### [Task item]
For the entries that follow, produce an exact copy with no pictures in it.

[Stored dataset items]
______

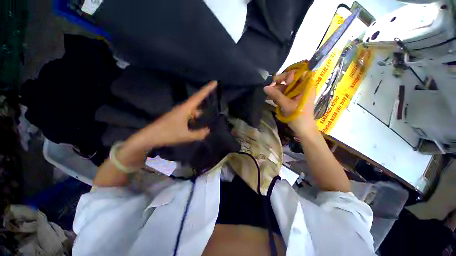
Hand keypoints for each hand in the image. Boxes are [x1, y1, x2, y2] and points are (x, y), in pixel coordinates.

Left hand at [116, 81, 216, 167]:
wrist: (149, 137)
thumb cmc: (167, 134)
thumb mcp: (185, 136)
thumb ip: (198, 134)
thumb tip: (208, 130)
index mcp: (185, 108)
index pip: (199, 96)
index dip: (207, 89)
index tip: (215, 82)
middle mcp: (183, 108)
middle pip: (196, 100)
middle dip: (205, 97)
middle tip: (215, 96)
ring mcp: (179, 112)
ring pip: (193, 108)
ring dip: (200, 108)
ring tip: (210, 112)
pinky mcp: (176, 117)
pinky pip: (189, 114)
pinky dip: (195, 115)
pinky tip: (198, 120)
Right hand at [263, 71, 316, 135]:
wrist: (303, 129)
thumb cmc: (298, 117)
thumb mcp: (287, 105)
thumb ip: (276, 95)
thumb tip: (265, 87)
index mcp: (307, 86)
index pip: (300, 73)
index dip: (291, 74)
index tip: (282, 82)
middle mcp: (304, 88)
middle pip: (292, 79)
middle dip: (280, 82)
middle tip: (270, 86)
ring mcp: (298, 94)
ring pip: (287, 87)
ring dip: (277, 90)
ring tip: (268, 95)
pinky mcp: (294, 99)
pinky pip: (285, 93)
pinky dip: (278, 95)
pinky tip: (271, 98)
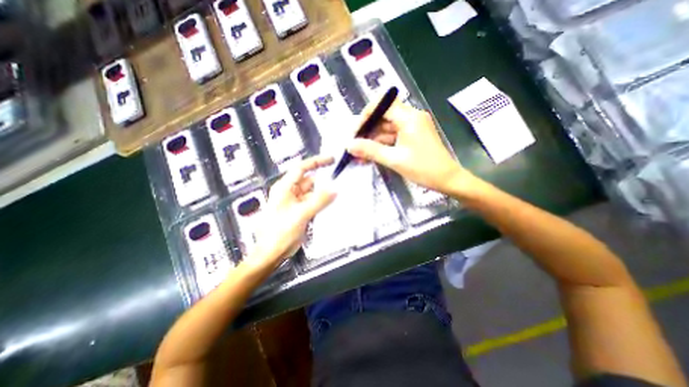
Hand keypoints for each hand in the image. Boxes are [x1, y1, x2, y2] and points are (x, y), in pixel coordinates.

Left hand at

______

### [Response to this task]
Hand keypoints for each hand in the image. Boxes are [x1, y1, x2, y2] and points are (x, y), in pixel coordinates.

Left hand at [116, 81, 216, 167]:
wrist: (149, 137)
thumb cmc: (167, 134)
thumb mcp: (185, 136)
thumb ip: (198, 134)
thumb tip: (208, 130)
index mcp: (185, 108)
index pip: (199, 96)
index dip: (207, 89)
index tip: (215, 82)
middle mcp: (183, 108)
middle pip: (196, 100)
middle dip: (205, 97)
middle tip: (215, 96)
ring mcp: (179, 112)
ring pip: (193, 108)
ring dip: (200, 108)
ring tip: (210, 112)
pinky mcp: (176, 117)
pinky pip: (189, 114)
pinky dip: (195, 115)
pinky tip: (198, 120)
Right hand at [263, 71, 316, 135]:
wrist: (303, 129)
thumb cmc: (298, 117)
thumb mcp: (287, 105)
thumb ip: (276, 95)
thumb tip: (265, 87)
index mcp: (307, 86)
index pip: (300, 73)
index dip: (291, 74)
index tip: (282, 82)
middle mcp: (304, 88)
middle pip: (292, 79)
middle dip: (280, 82)
middle tip: (270, 86)
ring mcp: (298, 94)
ring pip: (287, 87)
ring dip: (277, 90)
ring tip: (268, 95)
pinky mcp: (294, 99)
pinky pip: (285, 93)
pinky dip: (278, 95)
pinky tip: (271, 98)
Hand keypoints for each hand in the image. Boxes are [x1, y1, x2, y2] and points are (x, y), in pixel coordinates.

Left hand at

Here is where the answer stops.